I don’t know about you but sometimes I feel like I’m a bit of an expert on feeling grief. That’s not because I know how to handle grief because I don’t always. It’s because I seem to have experienced so much of it. I used to think that being on a spiritual journey would help my feelings of grief. But in reality, having recently lost someone I love dearly, I found my grief still runs very deep. My spiritual beliefs certainly help to deal with grief, but they do not take it away.
Everyone grieves differently
It sounds a bit of a cliche to say that everyone grieves differently, but it’s true. We either get immersed in feeling grief or distract ourselves from it. Or we have beliefs which help us handle grief better than others. Grief can strip you of any feelings of happiness, hope, and well-being. Sometimes it feels like you can do nothing about it either. All of these ways of dealing with grief also vary in levels of intensity from person to person. What I do know for sure though is that grief must come out.
A few years ago a friend of mine lost her father. She cried for about a year. Every time I saw her, she usually ended up in tears. It was hard for her, but I admired her because she was unashamedly grieving. She was able to let her grief out and eventually, she felt whole and happy again. Too often we feel like we shouldn’t grieve, or we shouldn’t grieve for long, or we are scared to grieve. We hold it in and it takes us much longer to heal.
When I lost my Dad, I couldn’t cry for 3 years, I think there was a part of me that felt if I started I would never stop. It took its toll on me. Eventually, I had to spend months off work with a spinal problem where I was literally bent double. I didn’t realise it then, but I was bowed down with pain which was not going anywhere because I wouldn’t let it, and so it had to manifest physically.
There is no set time for grief
Sometimes society seems to suggest we ought to “get over it”. A friend I know had bravely returned to work very early after losing a very close relative who had passed away suddenly. She was astounded just 10 weeks in when her boss suggested she ought to cheer herself up as she wasn’t being happy enough for customers. “Try hypnotherapy” her boss suggested.
The truth is there is no set time for feeling grief. Depending on the closeness and depth of the relationship, losing someone impacts us. When a big gap is left in our world, we have to cope with many different aspects of what that means for us.
Grief comes in many shapes and forms
Grief is of course, often at its most acute when someone you love has passed away, but feeling grief comes in many shapes and forms. Divorce or losing a lifelong held dream can invoke intense feelings of loss and grief too. Grieving for a lost future or the love of a person dear to you can be devastating.

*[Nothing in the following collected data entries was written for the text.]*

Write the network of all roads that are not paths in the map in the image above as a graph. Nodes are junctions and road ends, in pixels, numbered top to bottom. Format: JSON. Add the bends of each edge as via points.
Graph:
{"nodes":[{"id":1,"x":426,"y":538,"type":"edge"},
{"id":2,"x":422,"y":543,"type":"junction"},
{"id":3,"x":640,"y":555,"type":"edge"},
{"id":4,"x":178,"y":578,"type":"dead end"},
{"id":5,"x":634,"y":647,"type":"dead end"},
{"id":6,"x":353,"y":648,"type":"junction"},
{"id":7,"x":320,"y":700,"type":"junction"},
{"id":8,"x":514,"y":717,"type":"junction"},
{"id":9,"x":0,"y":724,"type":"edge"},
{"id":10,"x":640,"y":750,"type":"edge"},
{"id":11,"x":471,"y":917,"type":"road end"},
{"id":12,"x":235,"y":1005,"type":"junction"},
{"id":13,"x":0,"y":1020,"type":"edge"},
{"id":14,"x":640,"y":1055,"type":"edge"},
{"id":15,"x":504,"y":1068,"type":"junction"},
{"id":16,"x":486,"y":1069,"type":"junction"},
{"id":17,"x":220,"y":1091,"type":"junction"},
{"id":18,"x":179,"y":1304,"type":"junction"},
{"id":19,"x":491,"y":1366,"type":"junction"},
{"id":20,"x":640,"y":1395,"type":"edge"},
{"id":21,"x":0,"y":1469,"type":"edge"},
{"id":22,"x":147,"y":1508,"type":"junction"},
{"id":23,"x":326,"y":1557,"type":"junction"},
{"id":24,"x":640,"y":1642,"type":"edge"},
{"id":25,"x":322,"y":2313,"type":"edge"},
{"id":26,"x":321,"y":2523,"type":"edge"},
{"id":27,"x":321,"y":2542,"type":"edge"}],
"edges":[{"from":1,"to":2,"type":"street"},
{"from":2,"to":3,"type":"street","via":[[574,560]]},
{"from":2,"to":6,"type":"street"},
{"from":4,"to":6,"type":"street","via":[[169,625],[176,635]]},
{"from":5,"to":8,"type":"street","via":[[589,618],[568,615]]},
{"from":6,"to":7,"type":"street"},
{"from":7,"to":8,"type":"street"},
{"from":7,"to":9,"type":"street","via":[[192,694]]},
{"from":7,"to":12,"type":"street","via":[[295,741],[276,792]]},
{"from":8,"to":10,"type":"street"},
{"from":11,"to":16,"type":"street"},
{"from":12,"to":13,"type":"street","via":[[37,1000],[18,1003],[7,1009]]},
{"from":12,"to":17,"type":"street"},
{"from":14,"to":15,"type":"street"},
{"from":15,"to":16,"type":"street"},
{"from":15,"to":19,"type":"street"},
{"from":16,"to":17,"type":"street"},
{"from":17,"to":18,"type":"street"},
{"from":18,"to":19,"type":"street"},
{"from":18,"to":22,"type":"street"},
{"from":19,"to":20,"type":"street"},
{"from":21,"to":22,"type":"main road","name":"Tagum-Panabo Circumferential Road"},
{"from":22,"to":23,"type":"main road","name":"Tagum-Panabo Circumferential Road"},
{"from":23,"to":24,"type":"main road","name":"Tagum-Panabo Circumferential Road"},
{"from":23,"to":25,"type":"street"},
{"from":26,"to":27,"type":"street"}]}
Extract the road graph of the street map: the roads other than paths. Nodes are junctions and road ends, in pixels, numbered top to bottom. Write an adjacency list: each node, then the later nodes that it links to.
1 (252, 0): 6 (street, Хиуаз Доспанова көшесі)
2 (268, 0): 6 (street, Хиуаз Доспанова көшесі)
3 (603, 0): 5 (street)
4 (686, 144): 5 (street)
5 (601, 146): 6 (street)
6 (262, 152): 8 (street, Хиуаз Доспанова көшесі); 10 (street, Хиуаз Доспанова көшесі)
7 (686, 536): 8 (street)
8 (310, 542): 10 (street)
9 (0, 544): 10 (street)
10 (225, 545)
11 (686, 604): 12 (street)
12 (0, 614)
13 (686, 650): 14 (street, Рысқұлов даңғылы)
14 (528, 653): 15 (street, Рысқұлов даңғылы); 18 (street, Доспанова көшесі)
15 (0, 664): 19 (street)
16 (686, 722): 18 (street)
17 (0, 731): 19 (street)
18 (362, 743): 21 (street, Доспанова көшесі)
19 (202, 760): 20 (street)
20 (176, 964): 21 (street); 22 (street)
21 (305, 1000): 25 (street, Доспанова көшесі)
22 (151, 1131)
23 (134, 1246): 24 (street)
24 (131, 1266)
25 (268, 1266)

Unexpressed grief can create addictions
Sometimes loss creates such intense miserable feelings so we push them back and do whatever we can to distract ourselves from experiencing them. Sometimes those distractions become addictions. But really grief will come out. If you don’t let your grief out willingly it could come out in all sorts of unintentional ways. When this happens your grief is in charge.
When I was grieving my divorce, I read John Gray’s book “What You Feel You Can Heal” It was very powerful to me to understand that I was allowed to go through a range of emotions. I realised it was ok to feel angry. I allowed myself to get in touch with my fear about the future. Going through a range of feelings gave me a welcome relief from my intense feelings of pain.
Being on a spiritual journey and grief
I lost my parents decades ago. I remember them vividly as if it were yesterday. Although sometimes I feel sad, I always feel they are with me, and I remember them with a smile more often than with tears now. Having gone through this amount of grief had prepared me well for other losses, or so I thought.
What I have found when I recently lost my dear dear friend, was that although it still hurts and I miss her badly, I am not afraid of grieving any longer, and I can certainly think of happy times more often and sooner in the grieving process. Because of my spiritual journey, I also think she is near me still.
A spiritual journey
Enlightened people and some of our greatest spiritual teachers don’t believe in death. They know life is eternal. We are spiritual beings experiencing life through our physical bodies. On the level of form, we believe we are all separate. On the level of spirit, we know we are all one.
When Esther Hicks, the brilliant channel for Abraham lost her husband Jerry Hicks even she grieved until she reminded herself that actually, she had enough experience with Abraham to know Jerry was and still is with her. He just hasn’t a physical form.
But the majority of us aren’t enlightened masters and so all you can do is allow yourself to grieve in the way that is best for you. Here are some ways you can grieve without it overwhelming you and remaining in suffering for longer than you need to.
- Be kind to yourself
- Let the grief help you love yourself more
- Let your feelings of grief come up
- Try to give yourself space to let them come up
- What you feel you can heal
- Know this will pass
What is your experience of grieving? Do you think we ought to let go and let love? Or do you think there are merits in maintaining a stiff upper lift?